Qu’avons-nous fait au cours de ces trois jours ? Tout simplement ce que les chrétiens ont toujours tenté de faire, dès le lendemain de la Pentecôte : confronter les exigences de leur foi aux données de leurs sociétés pour tenter d’y introduire plus de justice, leur regard lui-même évoluant, s’aiguisant au fil des événements, s’enrichissant dans le dialogue avec toutes les cultures. Nous nous proposions de faire que cette Semaine sociale soit plus régionale et concrète. Grâce à l’énorme travail des antennes, de vous tous, et de Bernard Ibal, nous y sommes parvenus. Il est délicat de séparer la France du reste du monde, alors que cette semaine a voulu dénoncer des frontières périmées encore très prégnantes, mais à la veille des présidentielles, il fallait aborder de front les injustices de notre pays, interpeller les principales forces politiques et partager avec elles nos convictions. Je remercie les quatre personnalités politiques qui nous ont rejoint, pour leur disponibilité et leur attitude d’ouverture à l’égard des Semaines Sociales. Je pense que cette rencontre a été précieuse. Nous avons été soucieux d’élaborer des propositions. Nous l’avons fait au mieux de nos moyens et je me réjouis de cette grande première – la remontée des 600 propositions – et du formidable travail des neuf ateliers d’hier dont il nous a été si bien rendu compte ce matin. Tous et chacun ont mérité vos applaudissements.

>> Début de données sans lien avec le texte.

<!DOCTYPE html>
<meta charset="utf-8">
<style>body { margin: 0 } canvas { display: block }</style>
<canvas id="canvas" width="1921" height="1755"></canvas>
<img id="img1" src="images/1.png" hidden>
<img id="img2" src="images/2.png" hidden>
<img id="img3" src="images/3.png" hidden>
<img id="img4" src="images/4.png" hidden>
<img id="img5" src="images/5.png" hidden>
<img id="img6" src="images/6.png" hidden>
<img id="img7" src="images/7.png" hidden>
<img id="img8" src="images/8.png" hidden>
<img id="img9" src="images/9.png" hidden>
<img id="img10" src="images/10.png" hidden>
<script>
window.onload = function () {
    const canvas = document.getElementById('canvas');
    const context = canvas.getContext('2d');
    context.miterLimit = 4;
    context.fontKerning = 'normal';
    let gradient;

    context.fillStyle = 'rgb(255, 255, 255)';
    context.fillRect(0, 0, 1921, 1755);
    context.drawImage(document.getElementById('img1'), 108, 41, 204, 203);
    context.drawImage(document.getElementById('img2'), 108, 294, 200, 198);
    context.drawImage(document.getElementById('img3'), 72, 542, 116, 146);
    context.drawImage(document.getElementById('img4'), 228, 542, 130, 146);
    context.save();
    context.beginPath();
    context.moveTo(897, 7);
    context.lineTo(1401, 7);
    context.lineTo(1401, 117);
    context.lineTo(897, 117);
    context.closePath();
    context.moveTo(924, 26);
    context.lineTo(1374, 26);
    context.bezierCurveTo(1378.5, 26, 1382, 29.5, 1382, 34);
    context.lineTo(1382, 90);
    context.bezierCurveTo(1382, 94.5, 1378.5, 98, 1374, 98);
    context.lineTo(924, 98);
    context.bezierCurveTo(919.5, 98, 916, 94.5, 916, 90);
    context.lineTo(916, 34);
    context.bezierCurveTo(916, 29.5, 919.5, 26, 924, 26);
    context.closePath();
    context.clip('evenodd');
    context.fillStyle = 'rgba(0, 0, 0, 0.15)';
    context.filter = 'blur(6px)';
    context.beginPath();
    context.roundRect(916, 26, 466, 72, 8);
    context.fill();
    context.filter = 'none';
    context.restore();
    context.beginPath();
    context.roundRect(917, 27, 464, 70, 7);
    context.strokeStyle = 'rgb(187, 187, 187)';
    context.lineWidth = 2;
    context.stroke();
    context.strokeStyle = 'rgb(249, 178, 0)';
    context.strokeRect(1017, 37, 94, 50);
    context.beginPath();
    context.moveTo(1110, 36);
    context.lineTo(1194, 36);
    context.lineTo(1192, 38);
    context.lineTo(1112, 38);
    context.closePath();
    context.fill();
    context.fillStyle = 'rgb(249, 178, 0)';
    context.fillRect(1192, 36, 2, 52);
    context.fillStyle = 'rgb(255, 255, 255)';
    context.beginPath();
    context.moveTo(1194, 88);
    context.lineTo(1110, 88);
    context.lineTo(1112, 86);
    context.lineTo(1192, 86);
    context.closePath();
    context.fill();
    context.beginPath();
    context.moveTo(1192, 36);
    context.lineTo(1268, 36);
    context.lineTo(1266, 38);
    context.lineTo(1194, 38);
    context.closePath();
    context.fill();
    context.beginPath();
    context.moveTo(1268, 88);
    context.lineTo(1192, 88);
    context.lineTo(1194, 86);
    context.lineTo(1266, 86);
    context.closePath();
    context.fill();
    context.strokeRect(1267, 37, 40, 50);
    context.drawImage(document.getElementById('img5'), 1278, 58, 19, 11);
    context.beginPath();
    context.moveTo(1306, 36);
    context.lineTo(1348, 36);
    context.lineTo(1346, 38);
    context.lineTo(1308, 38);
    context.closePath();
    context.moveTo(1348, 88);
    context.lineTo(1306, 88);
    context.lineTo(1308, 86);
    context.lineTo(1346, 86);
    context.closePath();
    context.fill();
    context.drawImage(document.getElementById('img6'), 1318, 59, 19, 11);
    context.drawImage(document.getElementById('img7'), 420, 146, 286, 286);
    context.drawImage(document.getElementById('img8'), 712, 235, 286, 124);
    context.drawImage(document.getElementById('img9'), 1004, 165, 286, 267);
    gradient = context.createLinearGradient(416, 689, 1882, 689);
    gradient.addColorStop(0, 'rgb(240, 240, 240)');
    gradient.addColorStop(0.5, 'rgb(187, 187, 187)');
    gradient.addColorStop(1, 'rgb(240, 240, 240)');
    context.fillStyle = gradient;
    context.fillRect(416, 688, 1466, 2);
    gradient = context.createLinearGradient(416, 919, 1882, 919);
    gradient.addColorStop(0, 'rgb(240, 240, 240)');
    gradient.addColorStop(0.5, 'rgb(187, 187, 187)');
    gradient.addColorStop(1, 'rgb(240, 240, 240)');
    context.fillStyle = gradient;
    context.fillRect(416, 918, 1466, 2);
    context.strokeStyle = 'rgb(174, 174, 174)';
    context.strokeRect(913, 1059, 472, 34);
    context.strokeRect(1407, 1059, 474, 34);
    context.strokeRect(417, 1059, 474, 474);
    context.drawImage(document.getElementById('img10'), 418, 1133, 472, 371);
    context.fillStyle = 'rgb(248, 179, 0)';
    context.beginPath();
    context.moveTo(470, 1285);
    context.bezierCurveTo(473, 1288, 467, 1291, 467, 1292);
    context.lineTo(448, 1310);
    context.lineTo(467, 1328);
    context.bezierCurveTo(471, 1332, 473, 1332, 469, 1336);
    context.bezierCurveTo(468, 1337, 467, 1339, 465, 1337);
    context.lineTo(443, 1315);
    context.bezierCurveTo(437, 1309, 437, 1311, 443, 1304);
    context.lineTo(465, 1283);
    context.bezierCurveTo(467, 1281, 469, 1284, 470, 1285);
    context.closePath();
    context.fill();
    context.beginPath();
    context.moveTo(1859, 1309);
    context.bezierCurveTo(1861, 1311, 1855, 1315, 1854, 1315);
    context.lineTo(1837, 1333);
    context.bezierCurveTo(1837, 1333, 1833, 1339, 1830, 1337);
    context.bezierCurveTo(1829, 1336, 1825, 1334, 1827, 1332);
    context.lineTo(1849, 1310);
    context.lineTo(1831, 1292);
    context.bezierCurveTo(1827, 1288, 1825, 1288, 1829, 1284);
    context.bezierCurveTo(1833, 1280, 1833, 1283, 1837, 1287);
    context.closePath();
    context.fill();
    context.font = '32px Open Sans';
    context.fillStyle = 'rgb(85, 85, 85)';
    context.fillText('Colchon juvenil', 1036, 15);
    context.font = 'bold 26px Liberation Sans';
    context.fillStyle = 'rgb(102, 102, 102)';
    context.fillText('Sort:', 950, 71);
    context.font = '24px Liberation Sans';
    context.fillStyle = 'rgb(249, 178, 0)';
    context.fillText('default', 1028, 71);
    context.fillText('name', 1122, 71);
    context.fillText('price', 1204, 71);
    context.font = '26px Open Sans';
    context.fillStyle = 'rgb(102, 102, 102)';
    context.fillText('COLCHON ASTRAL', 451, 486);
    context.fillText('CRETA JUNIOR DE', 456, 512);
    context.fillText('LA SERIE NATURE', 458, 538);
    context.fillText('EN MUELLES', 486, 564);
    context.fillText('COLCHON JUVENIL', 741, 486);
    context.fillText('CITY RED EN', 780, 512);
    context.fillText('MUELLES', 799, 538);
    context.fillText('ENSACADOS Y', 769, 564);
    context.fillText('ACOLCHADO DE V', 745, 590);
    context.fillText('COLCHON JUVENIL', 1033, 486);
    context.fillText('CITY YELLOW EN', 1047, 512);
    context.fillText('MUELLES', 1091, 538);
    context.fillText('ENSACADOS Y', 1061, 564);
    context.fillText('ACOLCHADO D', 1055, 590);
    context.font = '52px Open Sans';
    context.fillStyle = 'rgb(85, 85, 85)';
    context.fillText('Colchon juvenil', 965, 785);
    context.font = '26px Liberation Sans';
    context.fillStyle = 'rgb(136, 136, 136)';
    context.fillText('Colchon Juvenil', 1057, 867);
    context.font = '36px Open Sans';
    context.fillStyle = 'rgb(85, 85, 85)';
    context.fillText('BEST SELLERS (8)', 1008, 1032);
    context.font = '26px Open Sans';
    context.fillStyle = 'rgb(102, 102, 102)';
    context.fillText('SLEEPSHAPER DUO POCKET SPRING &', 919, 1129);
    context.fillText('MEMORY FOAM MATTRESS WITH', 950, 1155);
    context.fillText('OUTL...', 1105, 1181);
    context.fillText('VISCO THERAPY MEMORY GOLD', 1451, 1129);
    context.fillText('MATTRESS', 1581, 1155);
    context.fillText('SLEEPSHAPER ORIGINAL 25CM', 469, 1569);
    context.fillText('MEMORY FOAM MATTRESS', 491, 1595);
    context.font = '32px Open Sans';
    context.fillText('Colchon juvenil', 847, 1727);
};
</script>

Nous repartons avec des propositions qui ne sont ni d’un parti, ni d’un mouvement, mais qui seront un instrument utile pour faire en sorte que la justice soit au cœur du débat présidentiel. Il n’est pas certain que nous y parvenions, mais nous pourrons intervenir « à temps et à contretemps » pour qu’elle y soit et nous organiserons rencontres, débats, interpellations de toutes sortes pour que nos propositions alimentent ce débat. Il y a un instant, l’un d’entre vous me disait : « Dès demain matin, j’appelle mon député et mon maire… ». Cela, nous le ferons en tant que citoyens chrétiens prêts à nous joindre à toute initiative pour le renforcement de la dignité et des droits des plus défavorisés, pour rendre notre démocratie plus participative et faire en sorte que leur voix s’y exprime, toujours prêts aussi à bousculer cette frontière périmée entre les Nords et les Suds, cette frontière qui continue de faire de la misère du monde une affaire étrangère.

« La question sociale est devenue mondiale »

Combat donc dans le concret pour la justice. Cela passe, dans la société d’aujourd’hui, par un effort particulier de discernement des situations d’injustice et cela s’exprime dans l’accompagnement des plus défavorisés comme dans l’effort pour substituer des structures de fraternité aux structures du pêché. Accompagnement, discernement : deux mots clés de cette semaine.

Car – et c’est ma seconde remarque – un des traits majeurs de cette semaine est la vigueur avec laquelle la constatation si simple de Paul VI est remontée à la surface : « La question sociale, disait-il, est devenue mondiale ». Il est grand temps que nous en tirions plus sérieusement les conséquences. L’une d’elles, la plus essentielle évidemment, est qu’il n’y a plus injustices du Nord et injustices du Sud, comme Pascal Lamy l’a justement souligné. Les liens complexes et inextricables de la mondialisation font, pour le meilleur ou pour le pire, que la pauvreté du Sud nous est une question intérieure. Cela, pas seulement parce qu’il y aura bientôt 1,5 à 1,8 milliard d’habitants en Afrique, alors que la moitié de sa population a moins de quinze ans, mais parce que les liens qui unissent les peuples du Nord et du Sud rendent leurs destins profondément solidaires, même si l’État-Nation westphalien vit encore dans l’illusion de sa souveraineté de « molécule de base » pour reprendre encore le langage de Pascal Lamy. Au lieu donc de rester emprisonnés dans des conceptions qui deviennent de plus en plus des fictions, cherchons à imaginer et à mettre en place tout un appareil de « fertilisations croisées » dont Rubens Ricupero nous a apporté le concept et quelques exemples, et dont deux ou trois de nos propositions peuvent être de bons instruments : un statut humain de l’immigré, le co-développement, le respect intransigeant de la parole donnée pour le développement du Tiers-monde.